Thyroid and parathyroid surgery is undertaken by surgeons from a variety of surgical disciplines and backgrounds. The implications of this type of surgery on the voice are a frequent patient concern and a major determinant of surgical quality outcomes. Although several neural and non-neural factors can influence voice outcomes, injury to the recurrent laryngeal nerve (RLN) has the greatest effect.
Incidence vocal cord paralysis (VCP) is a key performance indicator of surgical quality that requires gold-standard presurgical and postsurgical laryngeal examination to assess paralysis rate. After the recommendation by Randolph in 2010, many national guidelines and consensus documents included a recommendation for all patients to undergo an examination of the vocal cords both before and after surgery.
In a 2003 study, Saunders et al. found that 50% of thyroidectomies in the United States are performed by surgeons operating on fewer than five cases annually. There is overwhelming evidence that shows a correlation between volume and surgical outcomes in thyroidectomy. VCP and other complications have shown an inverse relationship with increased volume. An annual thyroid volume of higher than 50 has been shown to be protective. The literature reports a further decrease in complications when volumes exceed 100. This figure has been supported by the 5th BAETS (British Association of Endocrine and Thyroid Surgeons) National Audit, which is the largest endocrine surgical database in the world, containing in excess of 115,000 operations.

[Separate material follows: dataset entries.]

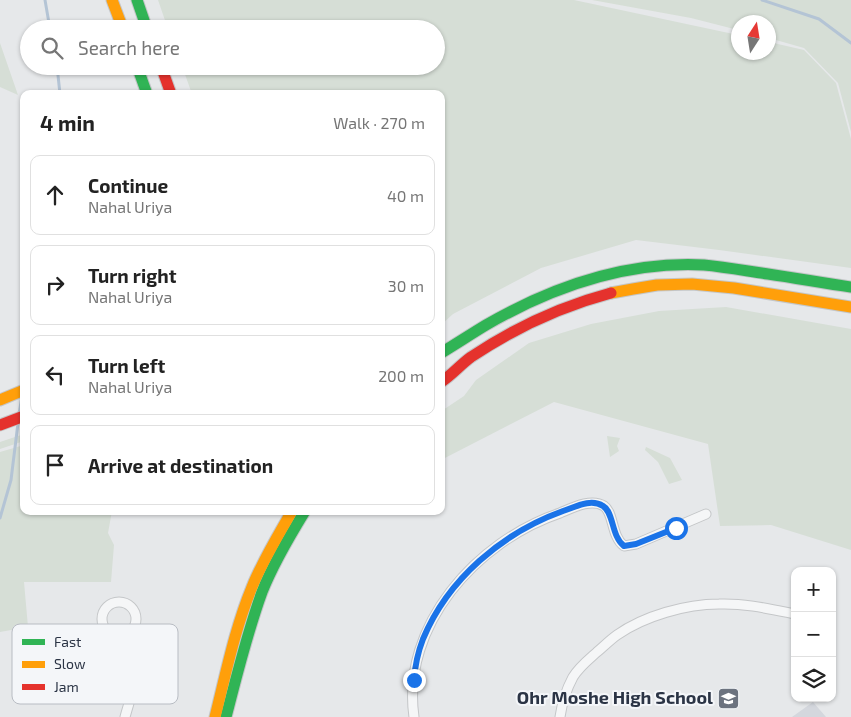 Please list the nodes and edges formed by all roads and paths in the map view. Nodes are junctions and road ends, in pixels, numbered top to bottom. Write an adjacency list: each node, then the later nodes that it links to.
1 (112, 0): 3 (main road)
2 (137, 0): 4 (main road)
3 (120, 20)
4 (144, 20)
5 (140, 75): 7 (main road)
6 (164, 75): 8 (main road)
7 (146, 90)
8 (170, 90)
9 (851, 287): 11 (main road)
10 (851, 307): 14 (main road)
11 (445, 352)
12 (445, 359): 13 (main road)
13 (445, 378)
14 (445, 379)
15 (20, 392): 16 (main road)
16 (0, 400)
17 (20, 418): 18 (main road)
18 (0, 425)
19 (706, 514): 27 (street)
20 (290, 515): 25 (main road)
21 (304, 515): 26 (main road)
22 (791, 613): 28 (street)
23 (129, 704): 24 (street)
24 (125, 717)
25 (215, 717)
26 (226, 717)
27 (414, 717)
28 (560, 717) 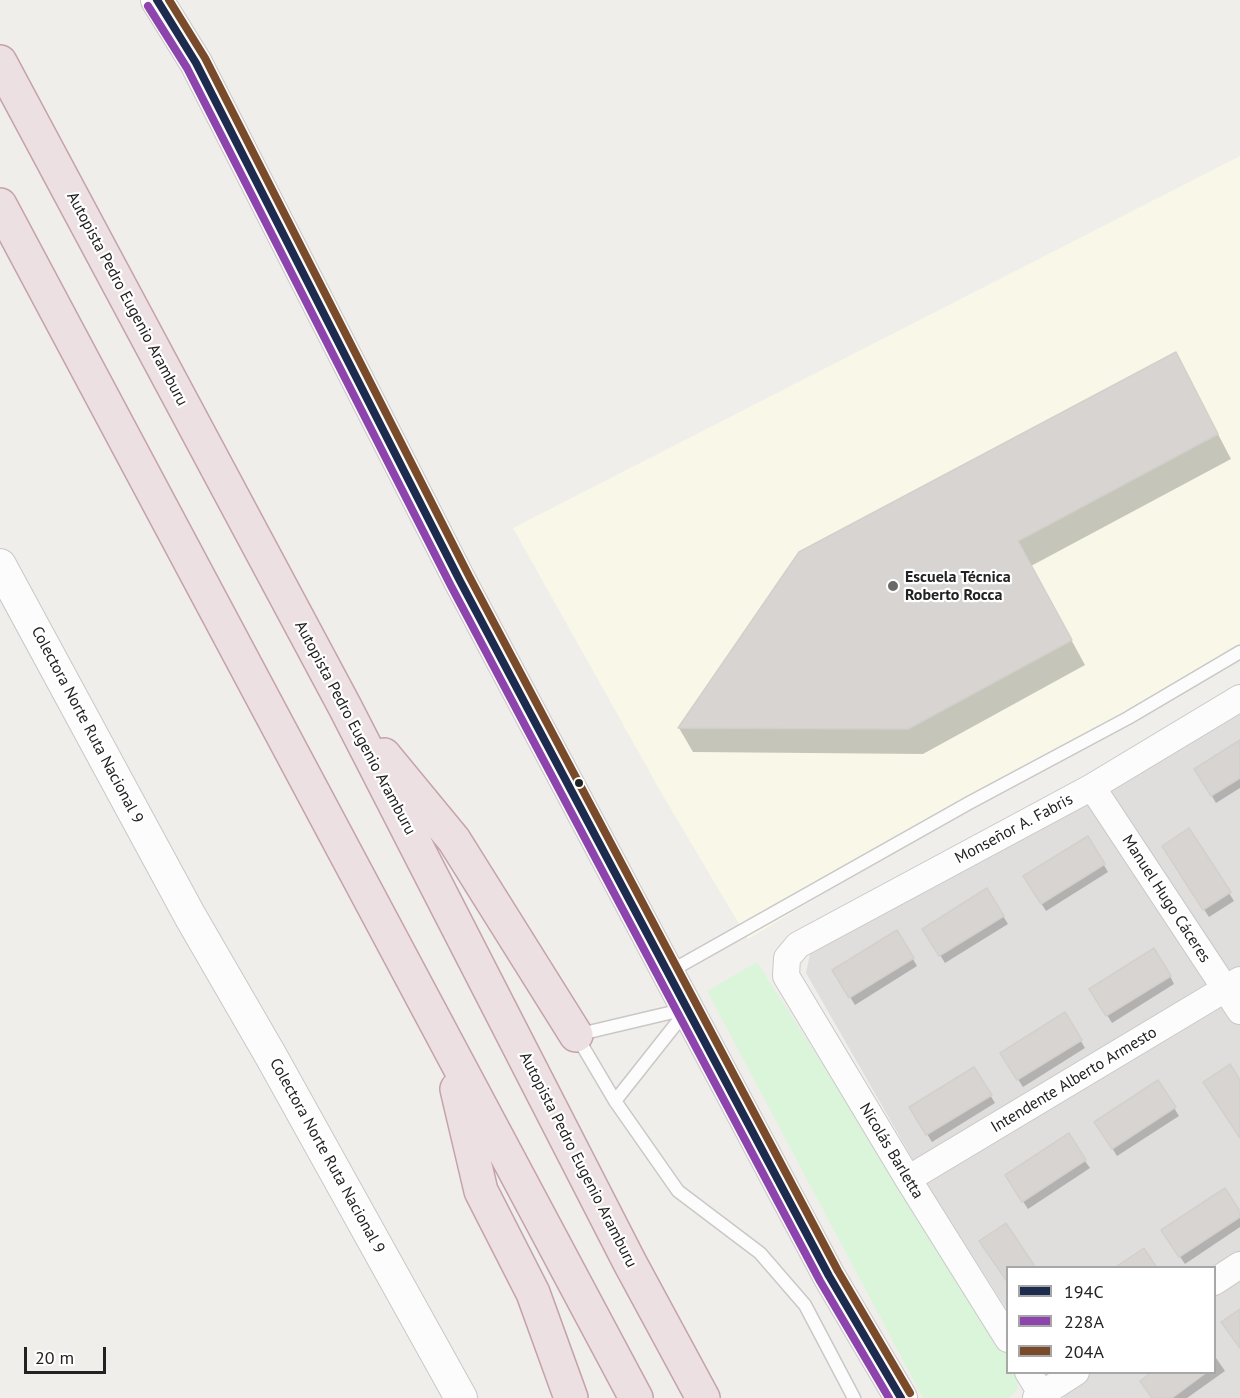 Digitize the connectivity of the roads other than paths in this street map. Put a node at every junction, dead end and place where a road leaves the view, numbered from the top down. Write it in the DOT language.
graph roads {
  1 [pos="157,0"];
  2 [pos="0,62"];
  3 [pos="0,205"];
  4 [pos="0,566"];
  5 [pos="1240,652"];
  6 [pos="1240,698"];
  7 [pos="345,707"];
  8 [pos="1092,788"];
  9 [pos="190,916"];
  10 [pos="787,958"];
  11 [pos="668,972"];
  12 [pos="1233,985"];
  13 [pos="687,1009"];
  14 [pos="1240,1011"];
  15 [pos="576,1035"];
  16 [pos="447,1046"];
  17 [pos="615,1101"];
  18 [pos="908,1179"];
  19 [pos="1240,1265"];
  20 [pos="1216,1281"];
  21 [pos="1006,1336"];
  22 [pos="1029,1374"];
  23 [pos="1073,1374"];
  24 [pos="1041,1397"];
  25 [pos="438,1398"];
  26 [pos="461,1398"];
  27 [pos="571,1398"];
  28 [pos="636,1398"];
  29 [pos="703,1398"];
  30 [pos="854,1398"];
  31 [pos="901,1398"];
  1 -- 11 [label="street"];
  2 -- 7 [label="highway, Autopista Pedro Eugenio Aramburu"];
  3 -- 16 [label="highway"];
  4 -- 9 [label="street, Colectora Norte Ruta Nacional 9"];
  5 -- 11 [label="lane"];
  6 -- 8 [label="street, Monseñor A. Fabris"];
  7 -- 15 [label="highway"];
  7 -- 29 [label="highway, Autopista Pedro Eugenio Aramburu"];
  8 -- 10 [label="street, Monseñor A. Fabris"];
  8 -- 12 [label="street, Manuel Hugo Cáceres"];
  9 -- 25 [label="street, Colectora Norte Ruta Nacional 9"];
  9 -- 26 [label="street, Colectora Norte Ruta Nacional 9"];
  10 -- 18 [label="street, Nicolás Barletta"];
  11 -- 13 [label="street"];
  12 -- 14 [label="street, Manuel Hugo Cáceres"];
  12 -- 18 [label="street, Intendente Alberto Armesto"];
  13 -- 15 [label="lane"];
  13 -- 17 [label="lane"];
  13 -- 31 [label="street"];
  15 -- 17 [label="lane"];
  16 -- 27 [label="highway"];
  16 -- 28 [label="highway"];
  17 -- 30 [label="lane"];
  18 -- 21 [label="street, Nicolás Barletta"];
  19 -- 20 [label="street"];
  22 -- 24 [label="street"];
  23 -- 24 [label="street"];
}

A preoperative knowledge of vocal cord function is vital for surgical planning and is imperative when obtaining informed consent from patients. Operations performed on patients with only one functioning cord involve a very different conversation with the patient. Patients are increasingly forward in asking surgeons about what their operative volume and outcomes will be. In the absence of a preoperative laryngeal examination given national and international guidelines, a patient-turned-litigant’s complaint may be likely to be supported in a court of law in the event of injury.
A change in voice is the most common complication after thyroid surgery. Although VCP rates in the extant literature have quoted low paralysis rates, there has been an increasing focus on patient outcomes in recent years. Often, these reports derive from high-volume surgeons and centers and may not have routine laryngeal examination postoperative evaluations. Paralysis rates after surgery have been shown to be significantly underreported. The variable, inconsistent adoption of presurgical and postsurgical laryngeal examination are primarily responsible.
RLN injury is the most common cause of litigation in endocrine surgery. A study by Abadin et al. revealed that RLN injury contributed to 46% of thyroidectomy malpractice litigation between 1989 and 2009. In a 2003 study, Lydiatt found that 67% of unilateral VCP lawsuits had a favorable outcome for the plaintiff with a deficiency in informed consent responsible in 78% of cases.
Having a better understanding of the implications of VCP from a patient’s perspective is valuable; a useful reading on the subject can be found in Munch and DeKryger’s article from 2001.
Voice is unique to the individual; it serves as an indicator of emotion, background, education, and many other personal qualities. The voice, speech, and language have been developed only in the human. The generation of voice is complicated and relies on the integration and coordination of designated areas within the cerebral cortex that direct the laryngeal muscles and resonance of air through the upper airway. Airflow through the cords leads to subtle movements of the inner epithelial cover of the vocal cords referred to as the mucosal wave . This process is attributed to the interplay of several factors ( Table 15.1 , Figure 15.1 ).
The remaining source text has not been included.